(Try it):
If a line in the entries below contains "Limbong", copy it.

--- START ---

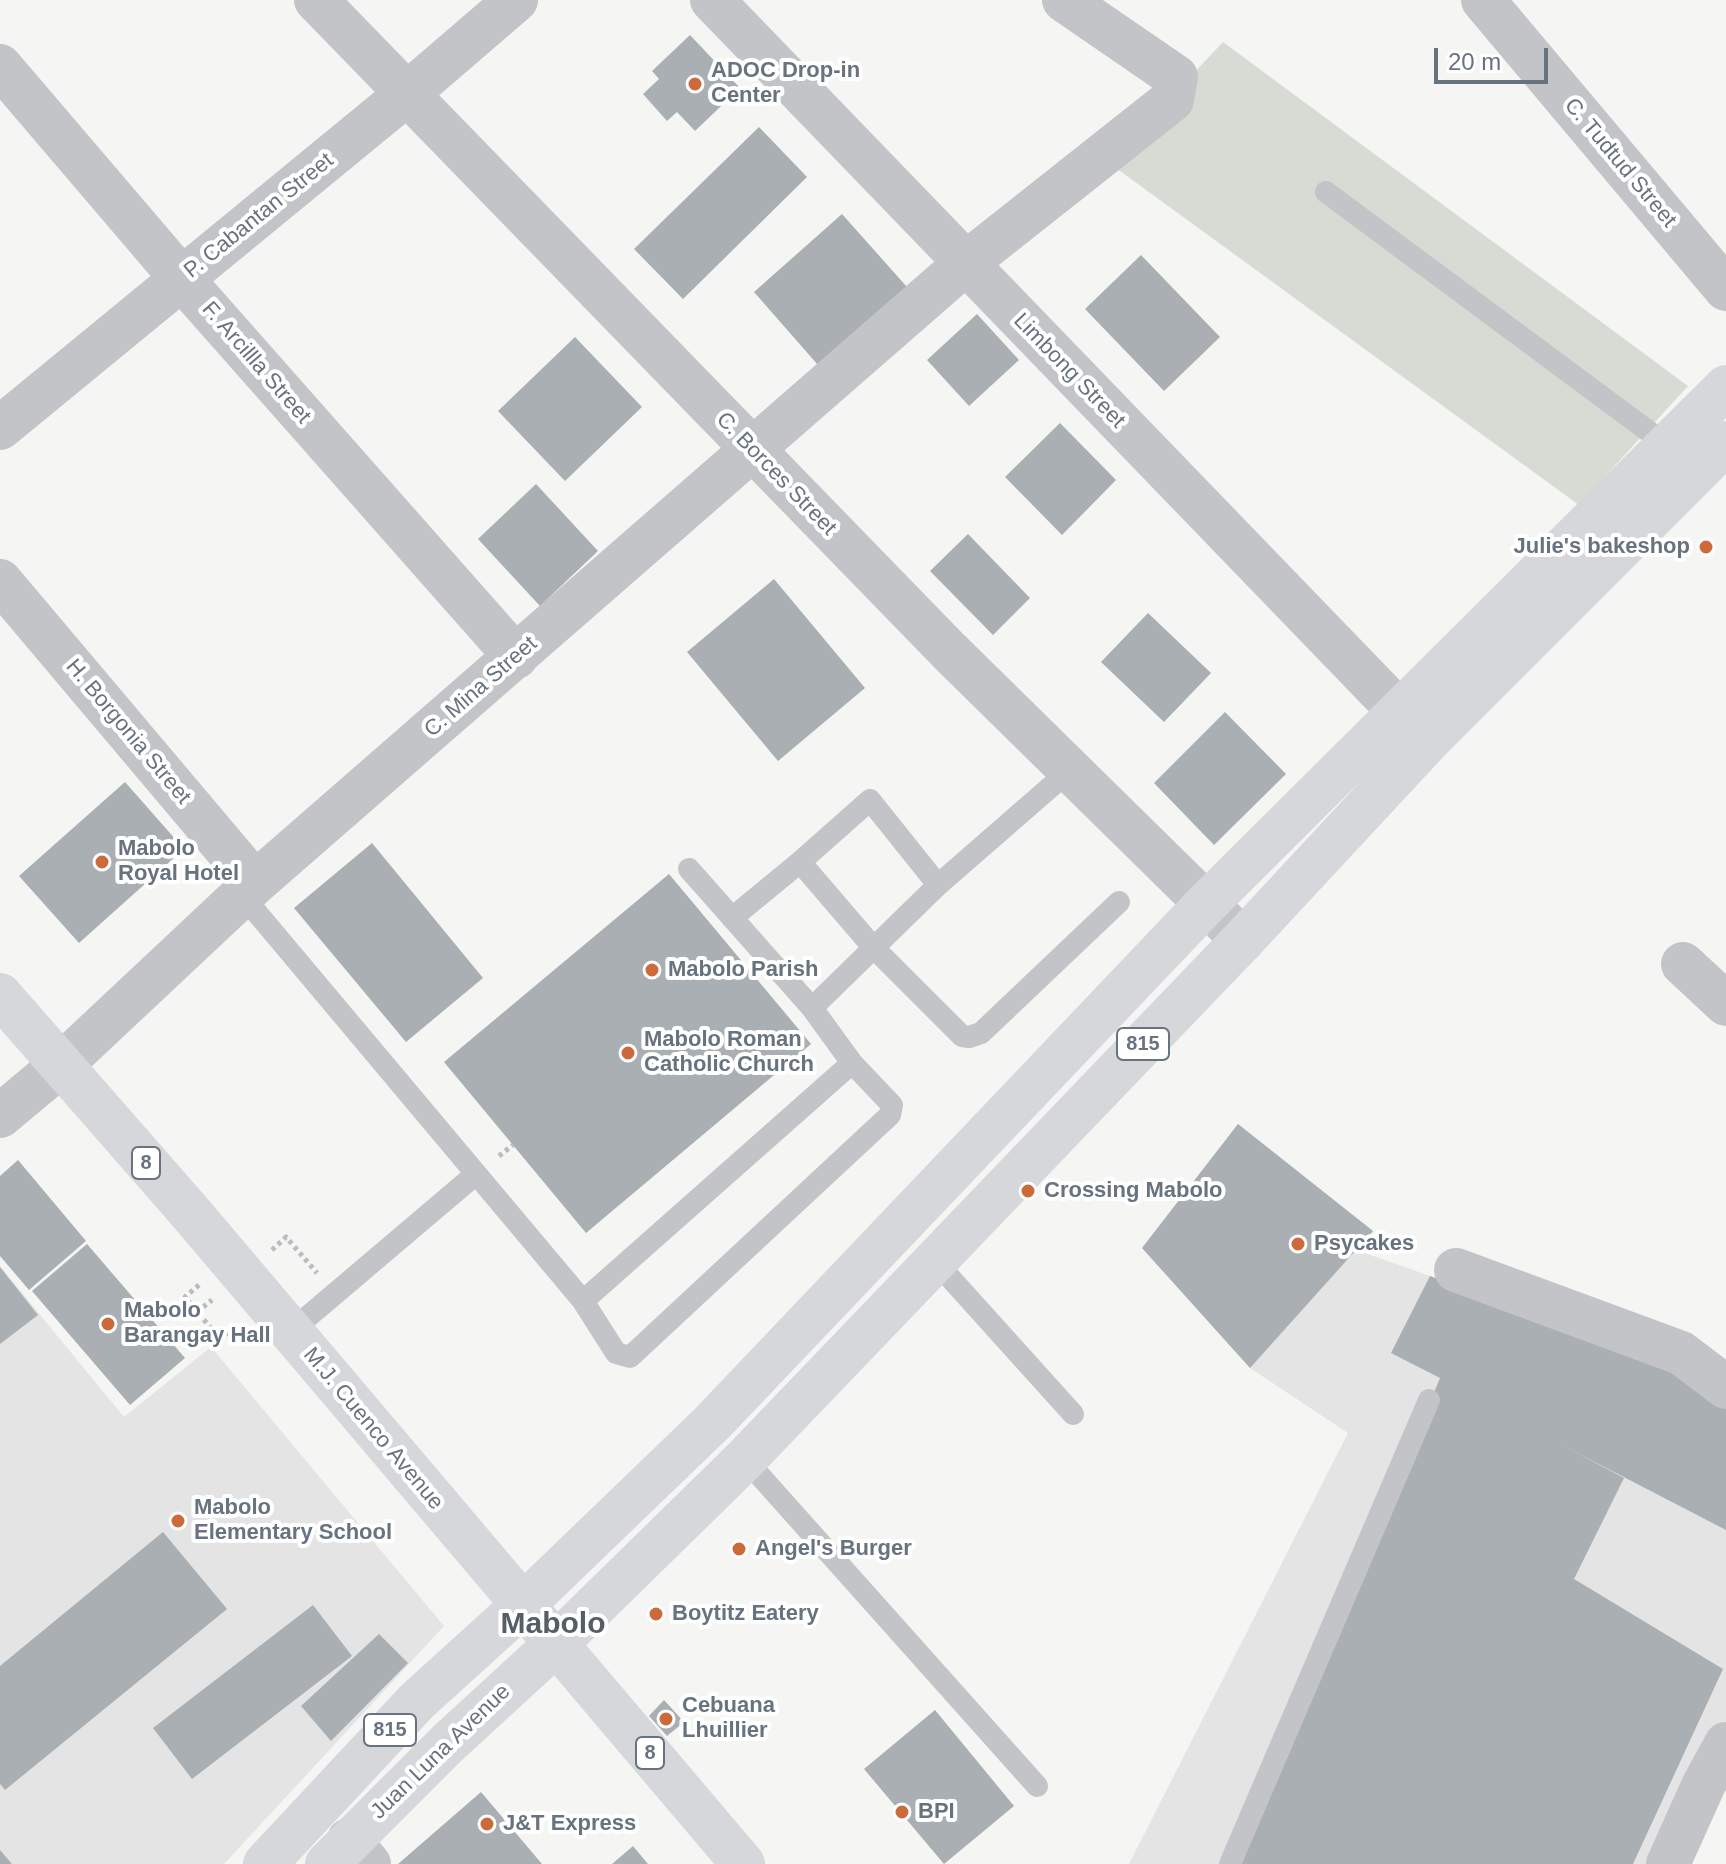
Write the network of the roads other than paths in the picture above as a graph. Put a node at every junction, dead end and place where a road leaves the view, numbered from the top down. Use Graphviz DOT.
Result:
graph roads {
  1 [pos="316,0"];
  2 [pos="516,0"];
  3 [pos="712,0"];
  4 [pos="1064,0"];
  5 [pos="1483,0"];
  6 [pos="0,66"];
  7 [pos="408,93"];
  8 [pos="1326,192"];
  9 [pos="966,263"];
  10 [pos="182,279"];
  11 [pos="1726,289"];
  12 [pos="1726,387"];
  13 [pos="0,428"];
  14 [pos="1726,443"];
  15 [pos="1667,445"];
  16 [pos="753,451"];
  17 [pos="0,581"];
  18 [pos="516,657"];
  19 [pos="1413,727"];
  20 [pos="1070,770"];
  21 [pos="800,862"];
  22 [pos="689,869"];
  23 [pos="938,885"];
  24 [pos="249,889"];
  25 [pos="1119,902"];
  26 [pos="1206,904"];
  27 [pos="732,918"];
  28 [pos="1243,940"];
  29 [pos="873,947"];
  30 [pos="1683,964"];
  31 [pos="0,995"];
  32 [pos="1726,1004"];
  33 [pos="812,1008"];
  34 [pos="852,1063"];
  35 [pos="61,1065"];
  36 [pos="0,1116"];
  37 [pos="476,1174"];
  38 [pos="935,1261"];
  39 [pos="1456,1270"];
  40 [pos="583,1301"];
  41 [pos="291,1331"];
  42 [pos="1726,1387"];
  43 [pos="1429,1400"];
  44 [pos="1073,1414"];
  45 [pos="745,1459"];
  46 [pos="524,1604"];
  47 [pos="557,1643"];
  48 [pos="1726,1744"];
  49 [pos="1037,1786"];
  50 [pos="349,1856"];
  51 [pos="265,1864"];
  52 [pos="743,1864"];
  53 [pos="1230,1864"];
  54 [pos="1668,1864"];
  1 -- 7 [label="street, C. Borces Street"];
  2 -- 7 [label="street, P. Cabantan Street"];
  3 -- 9 [label="street, Limbong Street"];
  4 -- 9 [label="street, C. Mina Street"];
  5 -- 11 [label="street, C. Tudtud Street"];
  6 -- 10 [label="street, F. Arcillla Street"];
  7 -- 10 [label="street, P. Cabantan Street"];
  7 -- 16 [label="street, C. Borces Street"];
  8 -- 15 [label="lane"];
  9 -- 16 [label="street, C. Mina Street"];
  9 -- 19 [label="street, Limbong Street"];
  10 -- 13 [label="street, P. Cabantan Street"];
  10 -- 18 [label="street, F. Arcillla Street"];
  12 -- 15 [label="main road, 815"];
  14 -- 19 [label="main road, 815"];
  15 -- 19 [label="main road, 815"];
  16 -- 18 [label="street, C. Mina Street"];
  16 -- 20 [label="street, C. Borces Street"];
  17 -- 24 [label="street, H. Borgonia Street"];
  18 -- 24 [label="street, C. Mina Street"];
  19 -- 26 [label="main road, 815"];
  19 -- 28 [label="main road, 815"];
  20 -- 23 [label="lane"];
  20 -- 26 [label="street, C. Borces Street"];
  21 -- 23 [label="lane"];
  21 -- 27 [label="lane"];
  21 -- 29 [label="lane"];
  22 -- 27 [label="lane"];
  23 -- 29 [label="lane"];
  24 -- 35 [label="street, C. Mina Street"];
  24 -- 37 [label="lane"];
  25 -- 29 [label="lane"];
  26 -- 28 [label="street, C. Borces Street"];
  26 -- 46 [label="main road, 815"];
  27 -- 33 [label="lane"];
  28 -- 38 [label="main road, 815"];
  29 -- 33 [label="lane"];
  30 -- 32 [label="street"];
  31 -- 35 [label="main road, M.J. Cuenco Avenue / 8"];
  33 -- 34 [label="lane"];
  34 -- 40 [label="lane"];
  34 -- 40 [label="lane"];
  35 -- 36 [label="street, C. Mina Street"];
  35 -- 41 [label="main road, M.J. Cuenco Avenue / 8"];
  37 -- 40 [label="lane"];
  37 -- 41 [label="lane"];
  38 -- 44 [label="lane"];
  38 -- 45 [label="main road, 815"];
  39 -- 42 [label="street"];
  41 -- 46 [label="main road, M.J. Cuenco Avenue / 8"];
  43 -- 53 [label="lane"];
  45 -- 47 [label="main road, 815"];
  45 -- 49 [label="lane"];
  46 -- 47 [label="main road, M.J. Cuenco Avenue / 8"];
  46 -- 51 [label="main road, 815"];
  47 -- 50 [label="main road, Juan Luna Avenue / 815"];
  47 -- 52 [label="main road, M.J. Cuenco Avenue / 8"];
  48 -- 54 [label="street"];
}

--- END ---

(Output of the task):
  3 -- 9 [label="street, Limbong Street"];
  9 -- 19 [label="street, Limbong Street"];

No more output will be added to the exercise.